Tomorrow when we are a bit tidier downstairs I'll take before and 1 week later photos. The tiling still hasn't started as there has been a lot of stuff - mostly his - to move and find new homes for. This involved tidying sheds and emptying cupboards in the caravan while remembering where everything had been moved to!

Anyway, the weather forecast turned out to be hopelessly wrong for most of the week, and it's been mostly dry and quite warm some days! But today they forecast snow, and it arrived a couple of hours ago. I went into Ugijar this morning to pick up a few bits of shopping for the weekend and it looked lovely on the road from Yegen via Valor - blue skies, almond trees in full bloom but only 2.5 degrees. No idea how cold it is now, but when I shut the shutters and closed the curtains, there was thick snow falling.

Sunday, 7 February 2010

Pruning, pruning and more pruning

And mostly geraniums! Some of them have grown to about a metre high and have got very leggy but with lots of new growth coming from the base. I've been leaving them just in case the weather gets windy or too cold so the new growth is protected but they were looking so tatty I decided to get pruning. Over the last few days I have planted or potted up nearly 50 cuttings and chopped up the stalks and scruffy looking bits for composting. The roses have been done too, not for cuttings just to tidy them up.

In between, we make sure we move firewood from the outside where it has been drying, to undercover to keep all the stocks for everyday use. We restocked on Wednesday, drizzle was forecast for Thursday but it started to rain about 5am and when we eventually got up, found that we were in the clouds. I say eventually, because although Monty and Pip love to go for walks, even they don't enjoy going out in the rain. We are normally up and out by 8am-ish but Thursday it was nearer 9am before we surfaced.

By the afternoon it was dry and warm and Pip went to the vet to be de-stitched.

Friday - lovely and warm and sunny. We had breakfast outside on the terrace and lunch in the garden. Saturday and today we have had warm weather again. Yesterday was totally clear blue sky all day whereas today has been hazy/cloudy but still 16 degrees this afternoon in the shade.

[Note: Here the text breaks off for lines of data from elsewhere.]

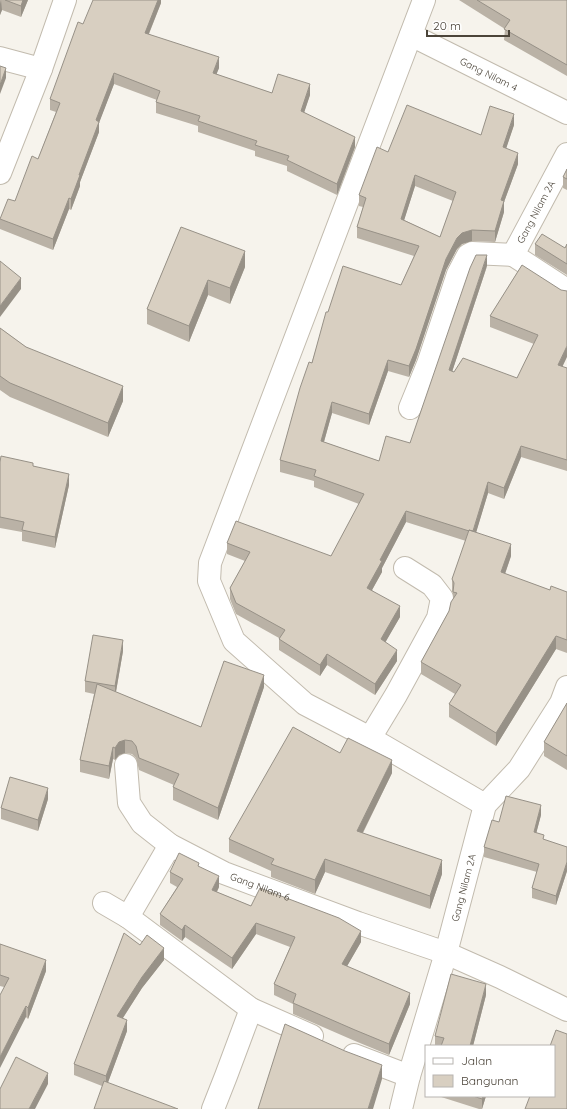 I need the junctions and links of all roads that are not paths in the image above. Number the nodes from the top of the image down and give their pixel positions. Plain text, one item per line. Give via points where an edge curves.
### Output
1 (65, 0) edge
2 (424, 0) edge
3 (411, 35) junction
4 (0, 58) edge
5 (41, 69) junction
6 (567, 113) edge
7 (567, 154) edge
8 (0, 173) edge
9 (513, 255) junction
10 (567, 290) edge
11 (410, 408) dead end
12 (404, 568) dead end
13 (565, 699) edge
14 (370, 738) junction
15 (126, 765) dead end
16 (485, 804) junction
17 (170, 845) junction
18 (104, 903) dead end
19 (128, 917) junction
20 (446, 952) junction
21 (251, 1009) junction
22 (567, 1010) edge
23 (409, 1076) junction
24 (213, 1109) edge
25 (401, 1109) edge

1 - 5 street
2 - 3 street
3 - 6 street, Gang Nilam 4
3 - 14 street via 210,563 209,582 234,641 305,704
4 - 5 street
5 - 8 street
7 - 9 street, Gang Nilam 2A
9 - 10 street, Gang Nilam 2A
9 - 11 street via 468,255 458,274 428,364
12 - 14 street via 432,585 442,598 438,618
13 - 16 street, Gang Nilam 2A via 519,769
14 - 16 street
15 - 17 street, Gang Nilam 6 via 129,803 142,823
16 - 20 street, Gang Nilam 2A
17 - 19 street
17 - 20 street, Gang Nilam 6 via 224,873 358,923
18 - 19 street
19 - 21 street
20 - 22 street, Gang Nilam 6
20 - 23 street, Gang Nilam 2A
21 - 23 street
21 - 24 street
23 - 25 street, Gang Nilam 2A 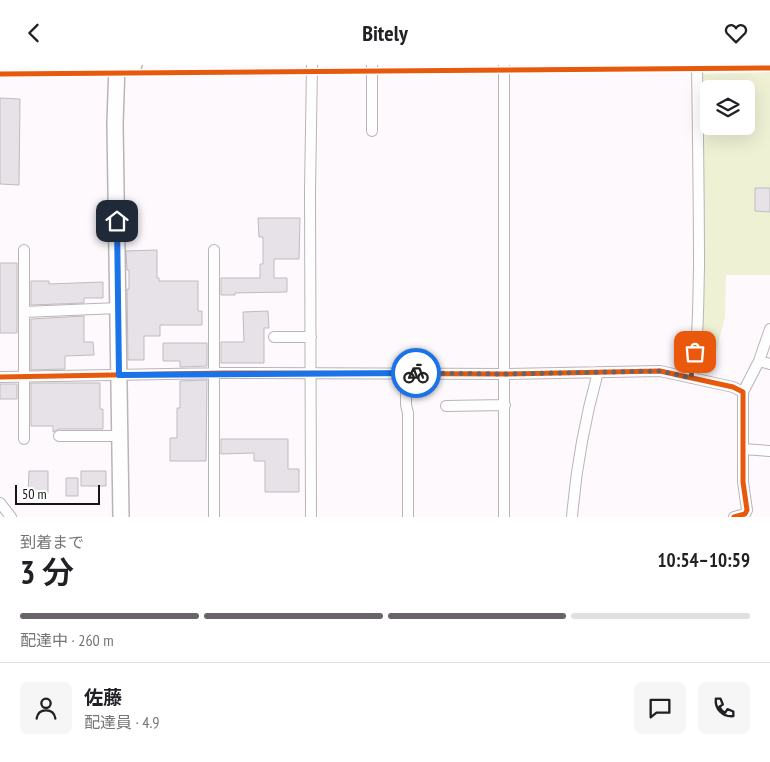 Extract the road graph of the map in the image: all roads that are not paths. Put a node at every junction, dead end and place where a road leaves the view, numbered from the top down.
1 (0, 65) edge
2 (117, 65) edge
3 (134, 65) edge
4 (312, 65) edge
5 (372, 65) edge
6 (504, 65) edge
7 (697, 65) edge
8 (372, 131) dead end
9 (24, 250) dead end
10 (214, 250) dead end
11 (118, 308) junction
12 (24, 312) junction
13 (770, 329) edge
14 (274, 337) dead end
15 (311, 337) junction
16 (759, 361) junction
17 (770, 365) edge
18 (598, 372) junction
19 (406, 373) junction
20 (214, 374) junction
21 (311, 374) junction
22 (505, 374) junction
23 (119, 375) junction
24 (0, 377) edge
25 (24, 377) junction
26 (691, 378) junction
27 (743, 392) junction
28 (505, 405) junction
29 (446, 406) dead end
30 (58, 436) dead end
31 (120, 436) junction
32 (24, 439) dead end
33 (743, 449) junction
34 (770, 451) edge
35 (0, 503) edge
36 (11, 517) edge
37 (121, 517) edge
38 (214, 517) edge
39 (311, 517) edge
40 (408, 517) edge
41 (504, 517) edge
42 (572, 517) edge
43 (734, 517) edge

1 - 2 street
2 - 3 street
2 - 11 street
4 - 15 street
5 - 8 street
6 - 22 street
7 - 26 street
9 - 12 street
10 - 20 street
11 - 12 street
11 - 23 street
12 - 25 street
13 - 16 street
14 - 15 street
15 - 21 street
16 - 17 street
16 - 27 street
18 - 22 street
18 - 26 street
18 - 42 street
19 - 21 street
19 - 22 street
19 - 40 street
20 - 21 street
20 - 23 street
20 - 38 street
21 - 39 street
22 - 28 street
23 - 25 street
23 - 31 street
24 - 25 street
25 - 32 street
26 - 27 street
27 - 33 street
28 - 29 street
28 - 41 street
30 - 31 street
31 - 37 street
33 - 34 street
33 - 43 street
35 - 36 street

And finally for this week.....the steps down from the side garden to the acequia are done. I've planted some trailing plants and aloe vera's in the ground to the left side to hold it together, also the rain runs off the plants and doesn't wash away the soil. We used to have steps cut into the soil, now we have the rustic equivalent of a sweeping staircase!!

Tuesday, 2 February 2010

Last of the pista (for now )

This is almost the last blog about the road....that is until they start on the final version!

I was pruning geraniums this morning and heard a long awaited sound from down the pista. Went out to look and lo and behold - a tractor! But no ordinary tractor, this had a "spade" on the front to push soil with and a bucket on the back to lift and move stuff.

At 10am he was approaching the landslide, making a ramp up from it over the acequia, moving all the soil and concrete acequia onto the other side where there is a flat terrace of olive trees before pushing it the opposite way to fill the hole.

Then he moved 'slices' of soil and plants from edge of the rutted slope above to gradually make a flat curved area as the new road.
By 1 pm he was done and on the way back down, smoothing the surface as he went.

We have walked down to look, (and take photos) it's obviously soft but is dry - the tractor doesn't have the weight of a JCB to pack the soil down. We don't need to go out as we went yesterday so we are waiting for the first through-traffic since about December 20th to pass by. Maybe tomorrow, it's Cadiars' market day and normally someone goes down.